Winkler Prins Encyclopedie

E. de Bruyne, G.B.J. Hiltermann en H.R. Hoetink (1947)

Gepubliceerd op 23-01-2023

FIFE

betekenis & definitie

een van de dichtst bevolkte en rijkste graafschappen van Schotland, ligt in de laagvlakte aan de kust van de Noordzee tussen de Forth- en de Taybaai en teltop 1275km2 (1948) 303 900 inw. Slechts het N.W. gedeelte is een afwisseling van bergen en heuvels (de Lomonds tot 527 m), veelal bedekt met venen en onvruchtbaar.

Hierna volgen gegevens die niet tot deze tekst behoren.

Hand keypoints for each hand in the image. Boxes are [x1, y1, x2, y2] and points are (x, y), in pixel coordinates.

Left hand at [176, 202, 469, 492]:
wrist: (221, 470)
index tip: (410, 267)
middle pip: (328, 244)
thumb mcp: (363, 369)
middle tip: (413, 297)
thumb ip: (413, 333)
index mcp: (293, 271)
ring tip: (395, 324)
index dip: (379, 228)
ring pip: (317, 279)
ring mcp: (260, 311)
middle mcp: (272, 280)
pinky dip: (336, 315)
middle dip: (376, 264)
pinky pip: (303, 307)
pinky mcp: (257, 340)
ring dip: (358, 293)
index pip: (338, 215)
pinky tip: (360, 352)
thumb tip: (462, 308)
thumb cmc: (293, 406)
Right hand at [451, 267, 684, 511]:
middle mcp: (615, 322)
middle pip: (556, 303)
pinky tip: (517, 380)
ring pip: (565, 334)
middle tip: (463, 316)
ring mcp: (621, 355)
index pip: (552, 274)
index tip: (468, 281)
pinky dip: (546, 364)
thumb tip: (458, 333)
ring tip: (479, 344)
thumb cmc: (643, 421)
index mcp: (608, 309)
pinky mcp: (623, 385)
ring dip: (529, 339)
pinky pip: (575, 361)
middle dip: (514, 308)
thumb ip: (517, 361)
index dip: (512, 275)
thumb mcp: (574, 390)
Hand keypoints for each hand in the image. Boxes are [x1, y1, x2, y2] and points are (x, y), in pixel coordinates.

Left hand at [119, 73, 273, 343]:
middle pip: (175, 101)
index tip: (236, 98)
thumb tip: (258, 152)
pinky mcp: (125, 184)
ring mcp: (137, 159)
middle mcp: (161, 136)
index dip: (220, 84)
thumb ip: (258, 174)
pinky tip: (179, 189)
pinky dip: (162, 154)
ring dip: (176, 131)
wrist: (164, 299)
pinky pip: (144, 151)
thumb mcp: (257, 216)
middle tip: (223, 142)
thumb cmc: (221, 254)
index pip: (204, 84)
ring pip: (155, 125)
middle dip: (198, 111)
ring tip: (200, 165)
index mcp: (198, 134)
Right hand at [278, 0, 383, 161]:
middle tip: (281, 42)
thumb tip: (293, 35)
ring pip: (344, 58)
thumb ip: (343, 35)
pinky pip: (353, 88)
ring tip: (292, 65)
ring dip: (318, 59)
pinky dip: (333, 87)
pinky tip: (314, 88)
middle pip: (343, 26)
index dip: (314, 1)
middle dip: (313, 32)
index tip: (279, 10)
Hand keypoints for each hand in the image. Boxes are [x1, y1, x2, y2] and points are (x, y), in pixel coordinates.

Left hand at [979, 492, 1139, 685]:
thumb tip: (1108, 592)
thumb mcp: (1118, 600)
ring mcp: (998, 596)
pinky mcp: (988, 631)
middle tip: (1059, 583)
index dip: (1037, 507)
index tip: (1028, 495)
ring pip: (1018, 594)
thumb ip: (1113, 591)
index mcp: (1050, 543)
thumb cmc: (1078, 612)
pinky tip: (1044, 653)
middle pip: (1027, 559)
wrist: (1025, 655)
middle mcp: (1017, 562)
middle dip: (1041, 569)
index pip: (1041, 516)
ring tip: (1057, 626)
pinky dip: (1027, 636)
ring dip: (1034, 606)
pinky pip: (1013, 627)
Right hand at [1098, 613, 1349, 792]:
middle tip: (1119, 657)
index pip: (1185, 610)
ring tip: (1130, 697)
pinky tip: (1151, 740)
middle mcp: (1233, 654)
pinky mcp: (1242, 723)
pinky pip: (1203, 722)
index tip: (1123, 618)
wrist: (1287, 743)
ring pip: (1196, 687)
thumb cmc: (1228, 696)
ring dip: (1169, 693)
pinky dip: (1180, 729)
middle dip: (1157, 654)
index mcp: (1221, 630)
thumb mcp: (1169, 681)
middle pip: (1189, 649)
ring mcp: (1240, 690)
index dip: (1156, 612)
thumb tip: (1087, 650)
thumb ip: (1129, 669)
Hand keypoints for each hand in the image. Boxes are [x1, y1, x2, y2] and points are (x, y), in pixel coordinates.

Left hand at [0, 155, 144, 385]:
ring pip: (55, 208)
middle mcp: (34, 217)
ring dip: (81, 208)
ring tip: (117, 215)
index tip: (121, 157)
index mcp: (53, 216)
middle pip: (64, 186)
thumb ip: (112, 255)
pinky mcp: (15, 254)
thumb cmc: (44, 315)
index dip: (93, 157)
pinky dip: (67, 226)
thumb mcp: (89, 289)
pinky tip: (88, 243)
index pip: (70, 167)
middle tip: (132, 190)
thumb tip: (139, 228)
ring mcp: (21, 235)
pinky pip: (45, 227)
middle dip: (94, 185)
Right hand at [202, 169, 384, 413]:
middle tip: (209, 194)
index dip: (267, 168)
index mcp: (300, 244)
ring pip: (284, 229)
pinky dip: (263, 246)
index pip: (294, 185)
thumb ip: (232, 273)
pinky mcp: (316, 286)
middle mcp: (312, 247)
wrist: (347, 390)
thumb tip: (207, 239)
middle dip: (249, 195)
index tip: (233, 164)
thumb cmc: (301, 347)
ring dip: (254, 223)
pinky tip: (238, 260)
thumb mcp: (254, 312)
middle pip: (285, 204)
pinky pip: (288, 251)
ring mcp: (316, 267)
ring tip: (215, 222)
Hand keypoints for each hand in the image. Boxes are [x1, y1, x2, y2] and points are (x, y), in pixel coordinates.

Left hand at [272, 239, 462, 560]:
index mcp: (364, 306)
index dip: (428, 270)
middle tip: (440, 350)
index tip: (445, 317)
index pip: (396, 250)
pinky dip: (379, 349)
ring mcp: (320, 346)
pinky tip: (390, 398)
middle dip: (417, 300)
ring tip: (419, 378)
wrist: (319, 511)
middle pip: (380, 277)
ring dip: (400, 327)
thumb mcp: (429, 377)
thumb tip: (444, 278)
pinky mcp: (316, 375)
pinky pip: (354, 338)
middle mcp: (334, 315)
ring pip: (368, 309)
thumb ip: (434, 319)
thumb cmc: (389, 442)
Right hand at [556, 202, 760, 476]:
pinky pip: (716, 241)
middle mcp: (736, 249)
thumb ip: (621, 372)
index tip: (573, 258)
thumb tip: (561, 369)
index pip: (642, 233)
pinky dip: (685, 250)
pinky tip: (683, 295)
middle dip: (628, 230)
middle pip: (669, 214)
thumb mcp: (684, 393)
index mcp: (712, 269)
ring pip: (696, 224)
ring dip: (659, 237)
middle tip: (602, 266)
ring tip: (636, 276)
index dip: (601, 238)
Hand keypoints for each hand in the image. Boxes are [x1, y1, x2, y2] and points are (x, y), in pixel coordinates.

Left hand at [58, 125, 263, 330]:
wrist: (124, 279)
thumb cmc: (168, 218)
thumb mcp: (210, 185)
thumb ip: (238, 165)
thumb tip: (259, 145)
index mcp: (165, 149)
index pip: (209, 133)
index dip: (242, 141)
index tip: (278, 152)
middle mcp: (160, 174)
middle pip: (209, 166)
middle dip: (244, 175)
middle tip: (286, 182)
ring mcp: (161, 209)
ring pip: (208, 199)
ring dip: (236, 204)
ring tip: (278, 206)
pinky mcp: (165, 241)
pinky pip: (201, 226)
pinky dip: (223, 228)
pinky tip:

Het Z.O. gedeelte daarentegen is over het geheel vlak en voor bebouwing geschikt, evenals de oevers van de Eden of de zgn. „How of Fife”. Behalve deze rivier stromen er de Orr, de Leven en de Kenty naar de Noordzee. Van de totale oppervlakte is 46,6 pct bouwland, 26,5 pct blijvend grasland; de oppervlakte bos bedraagt 10 pet, terwijl 11,3 pct door natuurlijke weiden (rough grazings) wordt ingenomen. Tarwe en gerst, haver, knollen, aardappelen en vooral suikerbieten vormen de hoofdgewassen. Belangrijk is ook de veeteelt en de rivieren zeevisserij. Het runderenras van Fife is bekend (zwartgrijs en korte, rechtstandige horens). Het graafschap bevat steenkolenvelden en steenkolenmijnbouw, die ca 7 pct van de totale productie van Engeland levert. Burntisisland en Methil vormen de kolenhavens van dit gebied. De industrie omvat linnenweverij in Kirkcaldy en Dunfermline (damast), waar o.m. garens uit Ierland worden aangevoerd. De hoofdstad is Cupar aan de Eden. De volkrijkste steden zijn Kirkcaldy en Dunfermline.Lit.: J. Wilkie, History of Fife (1914); Idem, Bygone F. from Culross to St. Andrews (Edinburgh 1931); Idem, Bygone Fife North of the Lomonds (1938).